Colours into tones in black-and-white

The exercise required shooting a still life arrangement comprised of pure contrasting colours with even lighting and shadow fill (not sure I got the lighting and shadow right...), and then converting the images into monochrome and applying various filters and filter strengths.  Here is the original arrangement:


I then carried out a straight forward conversion into black and white without applying any filters:


Red filter

I processed two images with a red filter using 50% brightness and 75% and 100% filter strength:

Red 75%

As expected, the red pepper is lighter with the red filter applied - it looks as if it would be an orange or yellow pepper and the green chillies and the lemon are darker.





Red 100%




With the filter 100% applied the pepper is even lighter still and then lemon is darker.











Yellow filter

Yellow 75%

The yellow filter had the effect of lightening the lemon, the green chillies and the red pepper, but these are quite subtle changes.  The red pepper is however darker than it is with the red filter applied.








Yellow 100%

With the yellow filter 100% applied, the effect is more noticeable with the card becoming darker, the green chillies much darker, the lemon and the red pepper lighter.  Now you really would image that the red pepper had been a yellow one!







Green filter

Green 75%

The green filter at 75% has an overall lightening effect on the image, and seemed to have more impact on the red pepper than anything else.










Green 100%

The effect of the green filter at 100% seems to be as above a general lightening.  The course work implies that the red pepper should get darker, but its not - it's definitely lighter!  







Cyan_Blue 100%


I then played with the colour slider watching the tones change as it moved through the different filter colours (this is in Nikon Capture) and noticed that the red pepper became dark with the slider set right at the point where cyan meets royal blue.







Blue filter (cyan)

Cyan 75%

I used the light blue (cyan) filter next; I found this image not too dissimilar to the neutral original - perhaps slightly darker.  The lemon is darker.









Cyan 100%

At 100% the cyan had the effect of darkening the lemon and pepper but lightening the green chillies very slightly.

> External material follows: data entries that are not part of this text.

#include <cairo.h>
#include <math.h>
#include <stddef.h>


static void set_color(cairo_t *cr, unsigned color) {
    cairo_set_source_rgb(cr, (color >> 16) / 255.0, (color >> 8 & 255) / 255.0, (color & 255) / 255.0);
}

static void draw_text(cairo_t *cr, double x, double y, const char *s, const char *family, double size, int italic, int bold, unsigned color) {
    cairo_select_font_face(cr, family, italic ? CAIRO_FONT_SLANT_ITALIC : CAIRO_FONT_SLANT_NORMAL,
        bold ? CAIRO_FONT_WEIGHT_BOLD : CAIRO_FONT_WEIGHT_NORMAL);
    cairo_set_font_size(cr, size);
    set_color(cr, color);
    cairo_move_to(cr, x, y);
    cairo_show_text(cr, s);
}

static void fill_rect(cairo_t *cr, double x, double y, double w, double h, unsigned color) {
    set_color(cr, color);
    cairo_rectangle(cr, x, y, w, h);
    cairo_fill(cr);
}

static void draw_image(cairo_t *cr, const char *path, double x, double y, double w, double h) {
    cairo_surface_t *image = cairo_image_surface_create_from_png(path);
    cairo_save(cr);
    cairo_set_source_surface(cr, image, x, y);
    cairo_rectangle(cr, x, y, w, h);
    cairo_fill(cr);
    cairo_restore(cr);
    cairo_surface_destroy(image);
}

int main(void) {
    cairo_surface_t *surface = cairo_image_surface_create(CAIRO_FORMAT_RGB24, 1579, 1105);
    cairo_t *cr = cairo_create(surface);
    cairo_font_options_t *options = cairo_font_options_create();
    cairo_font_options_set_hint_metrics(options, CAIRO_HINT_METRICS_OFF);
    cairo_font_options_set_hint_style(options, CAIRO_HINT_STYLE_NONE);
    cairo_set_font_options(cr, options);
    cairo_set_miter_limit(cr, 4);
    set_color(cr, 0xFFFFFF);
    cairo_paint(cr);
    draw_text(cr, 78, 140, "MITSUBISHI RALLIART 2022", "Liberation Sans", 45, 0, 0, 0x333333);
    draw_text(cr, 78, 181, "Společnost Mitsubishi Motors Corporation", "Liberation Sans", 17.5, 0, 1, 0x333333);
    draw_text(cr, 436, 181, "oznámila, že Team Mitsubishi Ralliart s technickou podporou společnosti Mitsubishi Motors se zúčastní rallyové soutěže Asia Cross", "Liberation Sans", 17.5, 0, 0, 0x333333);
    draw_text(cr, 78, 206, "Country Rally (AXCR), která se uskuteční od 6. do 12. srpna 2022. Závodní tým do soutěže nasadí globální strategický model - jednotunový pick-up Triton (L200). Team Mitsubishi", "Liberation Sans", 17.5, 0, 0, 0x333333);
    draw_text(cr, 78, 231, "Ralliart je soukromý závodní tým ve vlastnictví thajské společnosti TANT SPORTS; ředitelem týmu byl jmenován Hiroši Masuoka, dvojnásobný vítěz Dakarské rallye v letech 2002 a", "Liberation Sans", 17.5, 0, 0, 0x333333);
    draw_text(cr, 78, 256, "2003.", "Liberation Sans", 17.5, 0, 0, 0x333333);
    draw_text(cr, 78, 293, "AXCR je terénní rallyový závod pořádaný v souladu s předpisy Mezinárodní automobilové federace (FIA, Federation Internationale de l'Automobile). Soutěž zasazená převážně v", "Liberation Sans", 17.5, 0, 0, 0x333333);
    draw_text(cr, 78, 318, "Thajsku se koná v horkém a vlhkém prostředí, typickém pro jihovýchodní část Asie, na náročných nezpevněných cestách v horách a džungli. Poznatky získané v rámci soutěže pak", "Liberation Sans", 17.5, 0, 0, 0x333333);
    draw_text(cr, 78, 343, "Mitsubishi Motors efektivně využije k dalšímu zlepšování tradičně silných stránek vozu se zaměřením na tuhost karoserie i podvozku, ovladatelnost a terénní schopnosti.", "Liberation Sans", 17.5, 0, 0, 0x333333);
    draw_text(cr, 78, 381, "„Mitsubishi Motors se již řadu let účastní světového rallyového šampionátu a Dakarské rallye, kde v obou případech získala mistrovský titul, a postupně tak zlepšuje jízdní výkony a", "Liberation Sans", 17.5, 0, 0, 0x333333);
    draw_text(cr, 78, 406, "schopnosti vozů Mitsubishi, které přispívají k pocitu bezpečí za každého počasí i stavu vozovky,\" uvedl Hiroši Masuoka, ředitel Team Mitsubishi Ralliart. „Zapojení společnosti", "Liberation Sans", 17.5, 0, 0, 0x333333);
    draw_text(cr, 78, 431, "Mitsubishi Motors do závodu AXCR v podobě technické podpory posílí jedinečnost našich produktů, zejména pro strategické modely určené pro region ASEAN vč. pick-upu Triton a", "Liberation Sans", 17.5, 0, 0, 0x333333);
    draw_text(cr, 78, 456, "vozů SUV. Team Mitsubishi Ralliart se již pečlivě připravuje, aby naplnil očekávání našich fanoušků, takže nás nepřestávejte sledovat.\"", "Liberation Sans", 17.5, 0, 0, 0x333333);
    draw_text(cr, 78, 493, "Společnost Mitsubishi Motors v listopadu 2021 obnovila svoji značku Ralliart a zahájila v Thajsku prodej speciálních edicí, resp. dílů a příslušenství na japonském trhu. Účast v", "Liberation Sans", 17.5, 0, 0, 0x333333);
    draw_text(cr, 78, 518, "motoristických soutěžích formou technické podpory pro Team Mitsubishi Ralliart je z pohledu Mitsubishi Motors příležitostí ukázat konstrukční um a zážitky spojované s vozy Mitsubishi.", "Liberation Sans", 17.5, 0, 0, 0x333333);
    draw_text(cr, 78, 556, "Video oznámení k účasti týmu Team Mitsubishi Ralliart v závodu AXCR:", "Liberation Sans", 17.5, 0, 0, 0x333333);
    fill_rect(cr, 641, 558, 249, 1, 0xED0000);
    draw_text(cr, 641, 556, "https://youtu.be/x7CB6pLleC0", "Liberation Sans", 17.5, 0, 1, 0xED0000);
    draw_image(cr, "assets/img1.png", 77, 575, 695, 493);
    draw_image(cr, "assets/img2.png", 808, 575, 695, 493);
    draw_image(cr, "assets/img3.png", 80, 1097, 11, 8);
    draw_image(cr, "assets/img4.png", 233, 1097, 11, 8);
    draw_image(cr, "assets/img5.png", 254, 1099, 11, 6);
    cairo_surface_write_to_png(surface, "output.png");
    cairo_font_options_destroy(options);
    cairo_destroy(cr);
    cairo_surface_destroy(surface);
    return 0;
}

This was a really interesting exercise and showed me something I hadn't thought about before.  Which filter and strength you would use would depend on the subject and context, however I really liked the effect of the yellow filter at 100% - it gives a really strong tonal contrast.  I also liked the strength of colour in the original against the grey card.  That is why I chose the colour scheme that I did for my blog - because colours look incredible against grey!